PALM DOWN - Unfamiliar Air In Familiar Places (2019, autoprodotto)
alt-folk
Palm Down è un ragazzo romano del 1995, all'anagrafe Francesco Zappia, sette anni trascorsi in una punk band, poi il desiderio forte di rimettersi in gioco in solitaria. Dopo "Nosedive", Ep contenente un paio di tracce autografe e un omaggio ai Gaslight Anthem, si chiude in studio con l'amico Fabrizio Giffi, seconda chitarra che contribuisce a riempire e colorare il suono. Il risultato è "Unfamiliar Air In Familiar Places", attraverso il quale Francesco sposta in maniera decisa l'asse compositivo verso il mondo cantautorale di lingua anglosassone. Dal Conor Oberst di "Pros In Cons", al clamoroso incrocio fra R.E.M. e Frank Turner di "I Swear", fino a una "I Was Hurt" che pare rubata dal repertorio dei Decemberists, si srotolano dieci tracce che ricercano il rock nel folk, suonate con una chitarra acustica ma senza mai smarrire il piglio power-punk.
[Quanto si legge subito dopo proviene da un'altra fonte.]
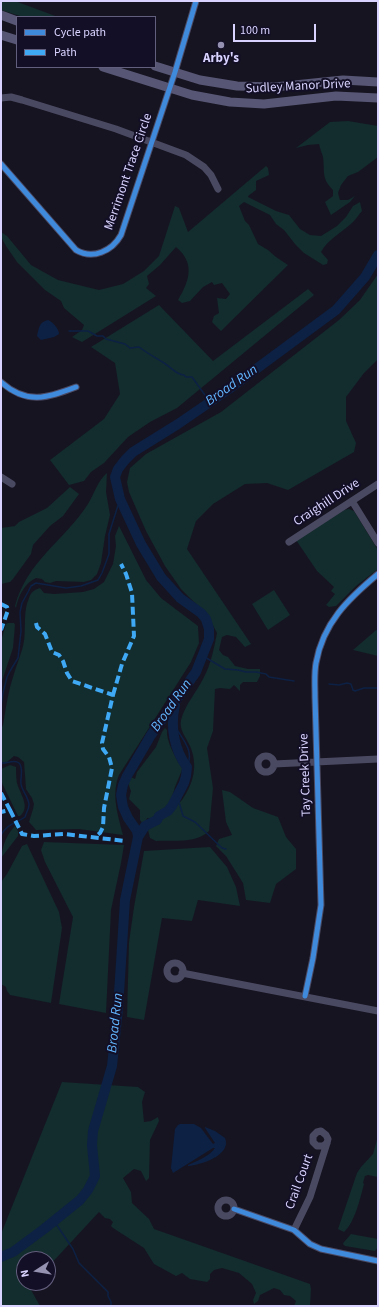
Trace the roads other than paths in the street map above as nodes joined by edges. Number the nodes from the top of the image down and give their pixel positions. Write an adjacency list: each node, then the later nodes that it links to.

Canzoni che raccontano momenti di vita, lotte interiori, sfiducia, demoni e alienazione, amori complicati ed esperienze di viaggio. Palm Down è attualmente alla ricerca di una label, nel frattempo, fedele allo spirito DIY che da sempre lo caratterizza, pubblica il suo primo album come autoprodotto (Claudio Lancia 7/10)
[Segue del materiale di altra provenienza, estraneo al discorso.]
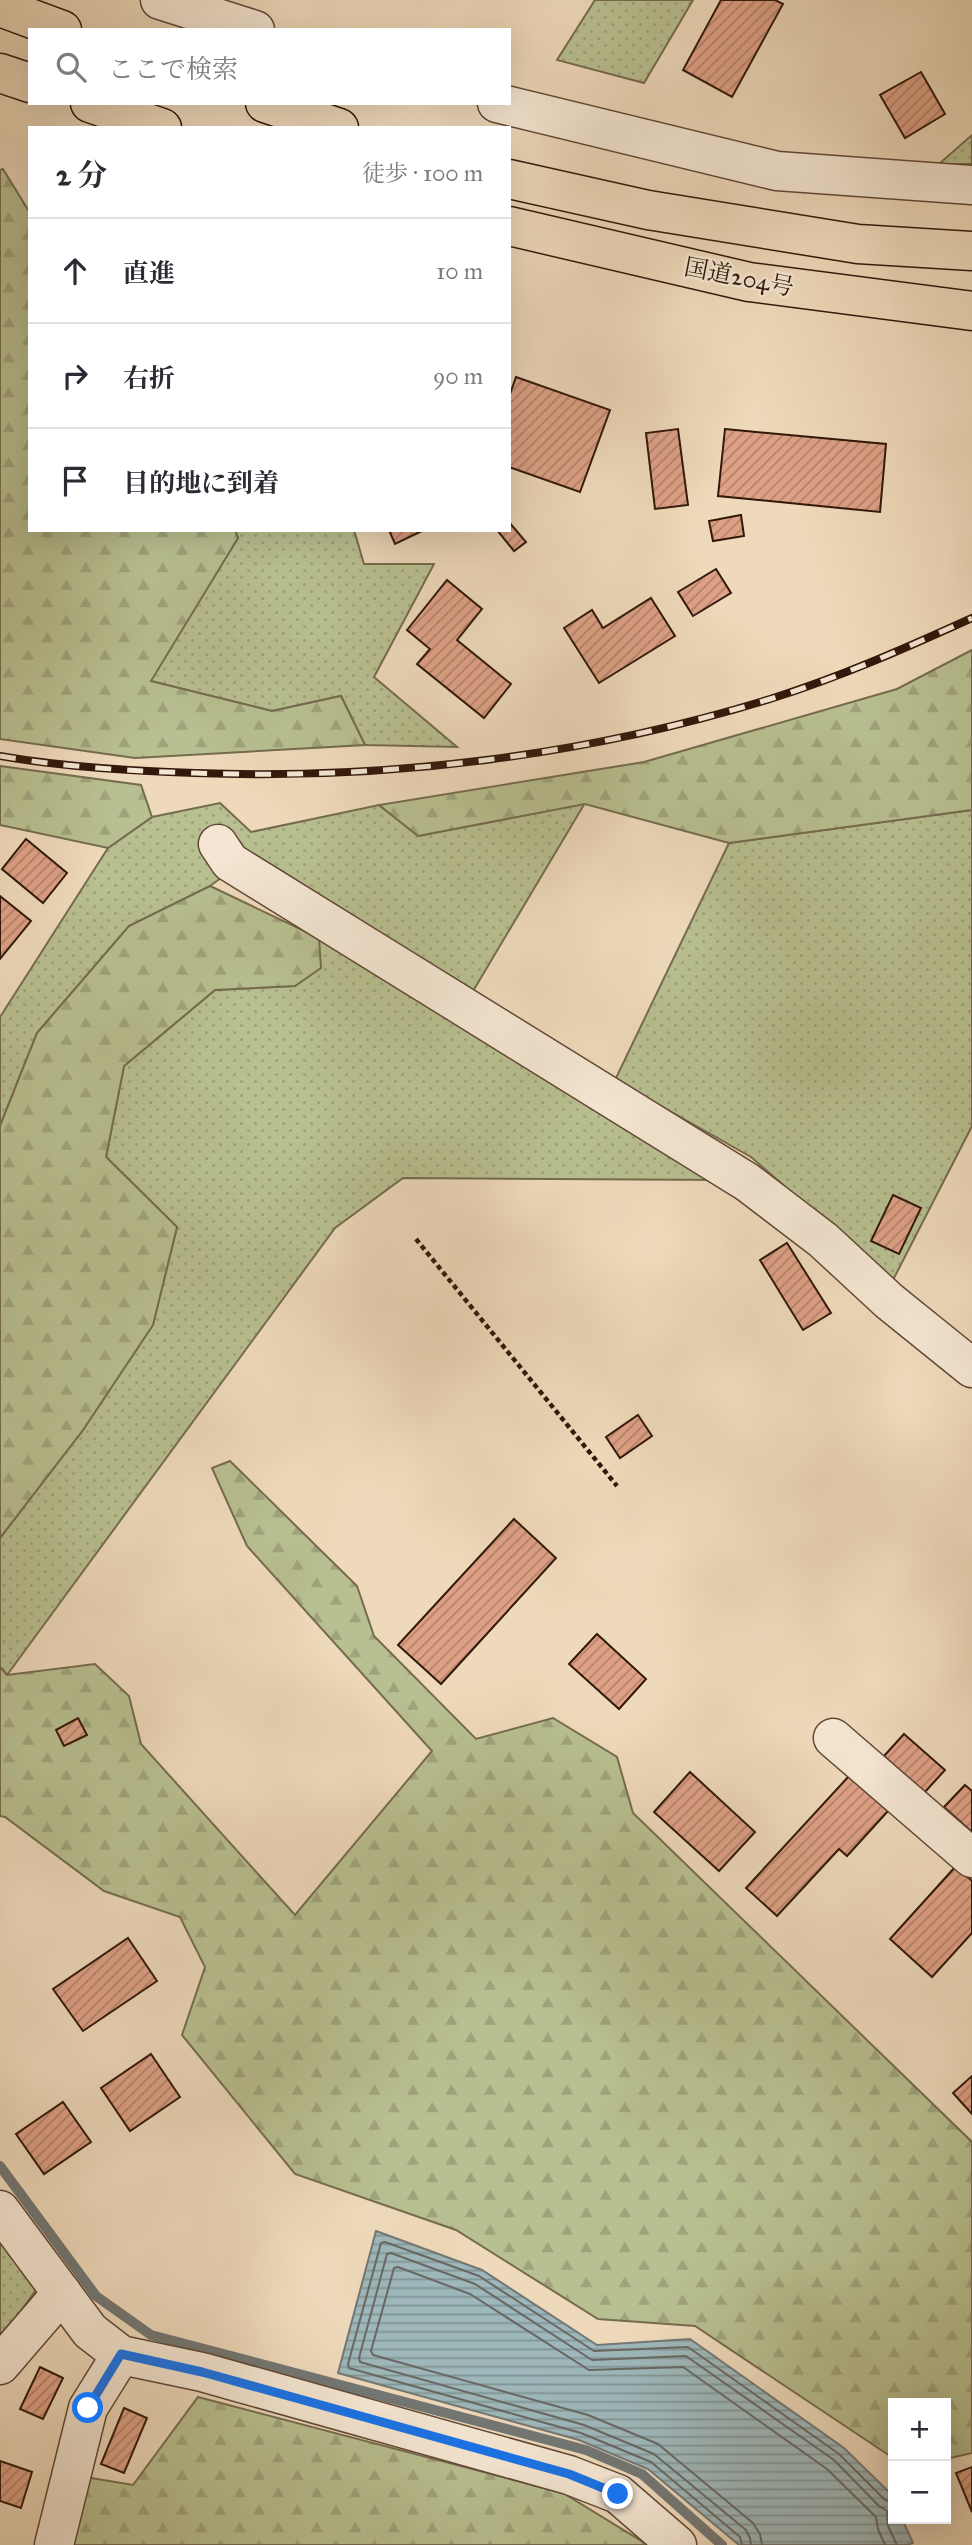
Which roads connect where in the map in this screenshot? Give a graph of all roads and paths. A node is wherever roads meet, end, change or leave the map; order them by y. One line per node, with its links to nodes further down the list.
1 (160, 0): 4 (street)
2 (0, 7): 3 (highway)
3 (57, 28)
4 (249, 28)
5 (0, 73): 6 (highway)
6 (28, 82)
7 (96, 105): 10 (highway)
8 (271, 105): 11 (highway)
9 (505, 105): 13 (street)
10 (156, 126)
11 (333, 126)
12 (511, 179): 15 (highway, 国道204号)
13 (972, 185)
14 (511, 226): 16 (highway, 国道204号)
15 (972, 251)
16 (972, 311)
17 (218, 845): 19 (street)
18 (416, 1239): 20 (path)
19 (972, 1368)
20 (617, 1486)
21 (833, 1738): 22 (street)
22 (972, 1858)
23 (0, 2210): 24 (street)
24 (62, 2292): 25 (street); 26 (street)
25 (121, 2354): 27 (street); 28 (street)
26 (0, 2365)
27 (54, 2545)
28 (677, 2545)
GOOD MOANING - The Roost (2019, autoproduzione)
folk-rock
I baresi Good Moaning ideati da Edoardo Partipilo con Lorenzo Gentile, Marco Manchise e Davide Fumai rappresentano forse la più genuina proposta afferente al folk psichedelico nostrano degli ultimi anni. In "The Roost", primo lungo (ma poco più di mezz'ora di durata), s'insinua una certa dose di tumulto e profondità visionaria ad agitare gli arpeggi inebrianti e il canto da cherubino della title track e "Mother-Door", i vortici vocali e chitarristici di "Incubus", lo strimpellio da ballata di "Suitcase", fino a dar loro sfumature tragiche. Più serena e pop la seconda parte, ma anche acquarelli acustici come "Cornwall" alla fine provano a inerpicarsi su alture ultraterrene. E in "Curtain" la voce abbozza un recitativo paradisiaco sulla superficie di un quieto lago elettronico. Scritto da Partipilo e ben coadiuvato dai comprimari, specie la chitarra spaziale di Gentile, è un primo sunto come pure già un'evoluzione di un operato che partiva dal primo Ep "Hello, Parasites" (2016) e passava per un singolo post-Barrett, "Dawn" (2017). All'insegna di un suono dimesso e rarefatto nasce la sua regale produzione, procedimento talmente aulico, lungo e meticoloso in congiunzione con il conterraneo studio di sound design Capillare Factory - centrate le soundscape, dai cinguettii ai parlottii vocianti - da uscire non sempre compattamente omogeneo. Un gioiellino, pur con tutte le sue mimetiche somiglianze (La's qua e là). Artwork a cura di Deborah Filograno e Notsodumb (Michele Saran 6,5/10)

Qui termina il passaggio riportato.